De los Alpes al mar
Los Alpes, a cuyos pies se extiende Turín con la red regular de sus calles rectas; los lagos, que se abren sobre la capital lombarda y, el mar de las dos riberas, entre las cuales Génova se siente como reina. Por los pasos alpinos descendieron, en tiempos antiguos, los invasores: los Galos, Aníbal, las innumerables tribus bárbaras. Y a su vez, las legiones romanas pasaron a las Galias, Suiza, Germania. He aquí porque las civilizaciones piamontesa y lombarda se nos aparecen tan intimamente enlazadas a la Europa Occidental y central.

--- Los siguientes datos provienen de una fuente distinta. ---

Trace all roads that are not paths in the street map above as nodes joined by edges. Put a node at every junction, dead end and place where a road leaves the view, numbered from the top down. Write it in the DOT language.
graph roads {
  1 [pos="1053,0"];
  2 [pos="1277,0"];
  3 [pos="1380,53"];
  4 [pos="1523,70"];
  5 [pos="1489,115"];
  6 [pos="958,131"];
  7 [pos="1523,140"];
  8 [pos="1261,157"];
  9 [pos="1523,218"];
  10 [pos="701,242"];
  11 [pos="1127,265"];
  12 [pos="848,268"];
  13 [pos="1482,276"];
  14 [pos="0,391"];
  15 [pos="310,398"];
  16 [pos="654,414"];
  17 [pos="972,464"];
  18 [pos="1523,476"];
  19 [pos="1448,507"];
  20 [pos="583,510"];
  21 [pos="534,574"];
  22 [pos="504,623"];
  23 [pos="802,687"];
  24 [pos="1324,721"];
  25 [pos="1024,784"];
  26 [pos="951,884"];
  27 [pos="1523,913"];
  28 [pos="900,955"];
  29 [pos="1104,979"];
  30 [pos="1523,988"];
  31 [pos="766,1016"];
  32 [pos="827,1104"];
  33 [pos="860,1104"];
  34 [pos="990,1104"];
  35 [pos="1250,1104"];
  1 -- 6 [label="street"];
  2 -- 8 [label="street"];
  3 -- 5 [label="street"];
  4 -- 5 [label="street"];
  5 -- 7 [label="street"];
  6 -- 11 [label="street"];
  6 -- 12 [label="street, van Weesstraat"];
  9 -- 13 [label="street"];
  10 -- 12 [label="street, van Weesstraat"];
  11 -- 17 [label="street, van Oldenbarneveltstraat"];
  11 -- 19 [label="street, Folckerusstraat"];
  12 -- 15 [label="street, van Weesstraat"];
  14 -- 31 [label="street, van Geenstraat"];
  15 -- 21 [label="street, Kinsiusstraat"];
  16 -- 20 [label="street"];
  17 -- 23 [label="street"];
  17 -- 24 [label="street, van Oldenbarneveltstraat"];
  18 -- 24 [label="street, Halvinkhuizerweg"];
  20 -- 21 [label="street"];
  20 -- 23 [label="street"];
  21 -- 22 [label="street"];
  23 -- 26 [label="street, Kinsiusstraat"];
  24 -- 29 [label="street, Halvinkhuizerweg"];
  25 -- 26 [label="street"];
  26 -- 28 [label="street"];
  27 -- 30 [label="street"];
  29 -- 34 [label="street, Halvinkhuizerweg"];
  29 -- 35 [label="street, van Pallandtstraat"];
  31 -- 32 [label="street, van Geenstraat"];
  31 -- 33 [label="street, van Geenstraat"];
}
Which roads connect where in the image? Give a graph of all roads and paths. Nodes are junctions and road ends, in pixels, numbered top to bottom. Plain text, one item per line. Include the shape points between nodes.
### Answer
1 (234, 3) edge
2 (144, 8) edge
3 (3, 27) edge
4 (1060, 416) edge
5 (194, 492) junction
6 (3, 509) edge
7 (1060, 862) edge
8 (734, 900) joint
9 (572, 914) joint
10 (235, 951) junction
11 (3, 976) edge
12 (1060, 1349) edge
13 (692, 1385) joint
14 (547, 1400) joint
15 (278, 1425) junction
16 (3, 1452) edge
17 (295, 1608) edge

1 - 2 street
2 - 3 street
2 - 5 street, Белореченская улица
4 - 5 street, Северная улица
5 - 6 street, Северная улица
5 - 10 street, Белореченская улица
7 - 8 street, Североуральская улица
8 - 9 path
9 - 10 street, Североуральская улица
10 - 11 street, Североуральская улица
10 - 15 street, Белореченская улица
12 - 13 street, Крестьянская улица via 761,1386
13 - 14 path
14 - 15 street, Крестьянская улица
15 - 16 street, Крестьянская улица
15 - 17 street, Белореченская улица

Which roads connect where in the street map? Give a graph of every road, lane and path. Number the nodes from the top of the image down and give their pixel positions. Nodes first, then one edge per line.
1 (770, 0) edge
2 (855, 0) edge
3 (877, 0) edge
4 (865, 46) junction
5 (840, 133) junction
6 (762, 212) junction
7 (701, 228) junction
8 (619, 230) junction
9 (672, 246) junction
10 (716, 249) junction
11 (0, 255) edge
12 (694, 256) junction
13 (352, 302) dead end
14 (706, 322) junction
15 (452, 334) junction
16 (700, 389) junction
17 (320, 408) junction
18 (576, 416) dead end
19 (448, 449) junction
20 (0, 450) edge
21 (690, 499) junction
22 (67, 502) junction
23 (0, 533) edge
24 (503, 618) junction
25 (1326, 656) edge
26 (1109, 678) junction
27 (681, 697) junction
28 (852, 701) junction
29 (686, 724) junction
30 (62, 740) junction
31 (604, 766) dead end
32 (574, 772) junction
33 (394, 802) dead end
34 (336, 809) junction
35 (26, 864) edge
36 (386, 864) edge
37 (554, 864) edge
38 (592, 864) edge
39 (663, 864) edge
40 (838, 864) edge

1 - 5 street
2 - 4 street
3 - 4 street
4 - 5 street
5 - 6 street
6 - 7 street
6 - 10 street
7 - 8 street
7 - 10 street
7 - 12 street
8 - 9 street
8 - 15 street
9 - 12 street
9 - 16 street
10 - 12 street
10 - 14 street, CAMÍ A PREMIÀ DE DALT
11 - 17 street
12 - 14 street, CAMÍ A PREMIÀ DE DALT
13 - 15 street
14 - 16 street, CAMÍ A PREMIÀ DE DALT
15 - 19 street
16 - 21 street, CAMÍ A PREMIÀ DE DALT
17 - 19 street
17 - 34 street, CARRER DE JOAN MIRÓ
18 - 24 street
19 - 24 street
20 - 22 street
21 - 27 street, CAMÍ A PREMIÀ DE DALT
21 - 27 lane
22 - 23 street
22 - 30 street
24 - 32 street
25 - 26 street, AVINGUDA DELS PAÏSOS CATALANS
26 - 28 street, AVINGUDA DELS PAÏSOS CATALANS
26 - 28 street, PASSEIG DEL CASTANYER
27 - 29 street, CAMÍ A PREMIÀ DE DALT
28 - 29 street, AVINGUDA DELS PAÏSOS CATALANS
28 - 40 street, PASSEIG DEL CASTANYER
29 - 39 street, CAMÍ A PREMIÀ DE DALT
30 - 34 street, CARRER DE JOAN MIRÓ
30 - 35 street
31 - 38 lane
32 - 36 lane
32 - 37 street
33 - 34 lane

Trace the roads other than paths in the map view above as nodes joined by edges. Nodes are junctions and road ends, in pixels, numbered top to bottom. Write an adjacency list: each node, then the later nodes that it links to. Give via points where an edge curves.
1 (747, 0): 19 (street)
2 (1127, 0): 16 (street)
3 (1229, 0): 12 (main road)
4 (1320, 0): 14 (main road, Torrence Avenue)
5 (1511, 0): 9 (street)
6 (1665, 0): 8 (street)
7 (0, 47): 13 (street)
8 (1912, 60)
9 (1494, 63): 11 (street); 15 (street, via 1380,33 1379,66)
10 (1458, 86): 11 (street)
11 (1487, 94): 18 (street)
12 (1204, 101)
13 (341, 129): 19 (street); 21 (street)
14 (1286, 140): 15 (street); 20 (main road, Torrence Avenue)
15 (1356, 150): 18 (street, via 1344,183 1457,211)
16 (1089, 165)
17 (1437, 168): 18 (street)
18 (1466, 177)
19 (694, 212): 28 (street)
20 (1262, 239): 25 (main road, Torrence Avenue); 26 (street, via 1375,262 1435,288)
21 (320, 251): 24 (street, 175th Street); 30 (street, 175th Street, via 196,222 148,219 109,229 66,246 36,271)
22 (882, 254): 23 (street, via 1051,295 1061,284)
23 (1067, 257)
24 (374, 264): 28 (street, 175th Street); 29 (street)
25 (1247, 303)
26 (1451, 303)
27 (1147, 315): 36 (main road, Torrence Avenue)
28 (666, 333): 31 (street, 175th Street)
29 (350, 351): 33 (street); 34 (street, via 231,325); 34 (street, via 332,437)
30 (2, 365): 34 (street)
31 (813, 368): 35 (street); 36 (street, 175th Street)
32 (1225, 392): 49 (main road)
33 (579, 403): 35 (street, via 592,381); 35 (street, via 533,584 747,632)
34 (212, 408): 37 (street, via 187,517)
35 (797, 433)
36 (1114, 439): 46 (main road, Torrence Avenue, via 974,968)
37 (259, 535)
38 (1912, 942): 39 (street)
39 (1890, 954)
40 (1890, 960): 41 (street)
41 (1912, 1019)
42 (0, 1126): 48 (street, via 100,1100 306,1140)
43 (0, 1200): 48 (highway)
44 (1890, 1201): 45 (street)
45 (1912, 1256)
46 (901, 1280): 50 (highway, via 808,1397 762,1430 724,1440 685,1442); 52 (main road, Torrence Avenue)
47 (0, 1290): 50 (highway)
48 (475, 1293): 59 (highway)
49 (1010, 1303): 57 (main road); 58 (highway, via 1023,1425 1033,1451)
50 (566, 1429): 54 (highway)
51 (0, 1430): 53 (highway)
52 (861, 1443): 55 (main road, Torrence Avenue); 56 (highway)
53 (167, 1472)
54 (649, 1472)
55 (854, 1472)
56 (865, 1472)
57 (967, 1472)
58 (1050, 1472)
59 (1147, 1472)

De las playas de Liguria zarparon los mercantiles y, cuando se hizo necesario, los guerreros genoveses hacia las floridas colonias del Mediterráneo oriental o hacia las Cruzadas. Entre el interior europeo y los mares lejanos, los ligures asumieron una función mediadora. A pesar de las diferentes experiencias históricas del Medioevo en adelante existe entre estas tierras una viva y profunda unidad que podremos recoger aunque varien los paisajes: de las vetas alpinas a la jubilosa naturaleza de los lagos al ininterrumpido prodigio marino de la costa ligur.